DATA PROVIDED:

__________________________________________________

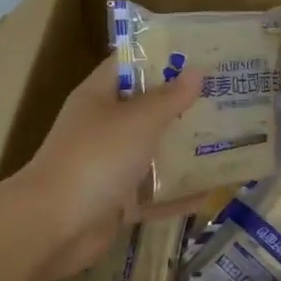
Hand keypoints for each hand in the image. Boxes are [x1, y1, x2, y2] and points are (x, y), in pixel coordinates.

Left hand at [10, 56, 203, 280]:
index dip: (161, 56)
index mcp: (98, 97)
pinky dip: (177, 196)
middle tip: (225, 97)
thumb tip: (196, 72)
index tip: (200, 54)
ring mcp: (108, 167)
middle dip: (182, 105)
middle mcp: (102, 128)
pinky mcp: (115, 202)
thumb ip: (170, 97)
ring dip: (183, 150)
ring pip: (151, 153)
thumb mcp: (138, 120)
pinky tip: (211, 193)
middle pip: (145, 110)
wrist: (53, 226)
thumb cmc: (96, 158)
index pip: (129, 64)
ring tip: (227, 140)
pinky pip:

__________________________________________________

TASK INSTRUCTIONS: Each line of the listing above must be given again exactly; the pictures are to be left out.

ANSWER BOX:
Hand keypoints for each hand in the image. Boxes are [x1, y1, x2, y2] and points are (x, y), in pixel coordinates.

Left hand at [10, 56, 203, 280]:
index dip: (161, 56)
index mcp: (98, 97)
pinky dip: (177, 196)
middle tip: (225, 97)
thumb tip: (196, 72)
index tip: (200, 54)
ring mcp: (108, 167)
middle dip: (182, 105)
middle mcp: (102, 128)
pinky mcp: (115, 202)
thumb ip: (170, 97)
ring dip: (183, 150)
ring pip: (151, 153)
thumb mcp: (138, 120)
pinky tip: (211, 193)
middle pip: (145, 110)
wrist: (53, 226)
thumb cmc: (96, 158)
index pip: (129, 64)
ring tip: (227, 140)
pinky pip:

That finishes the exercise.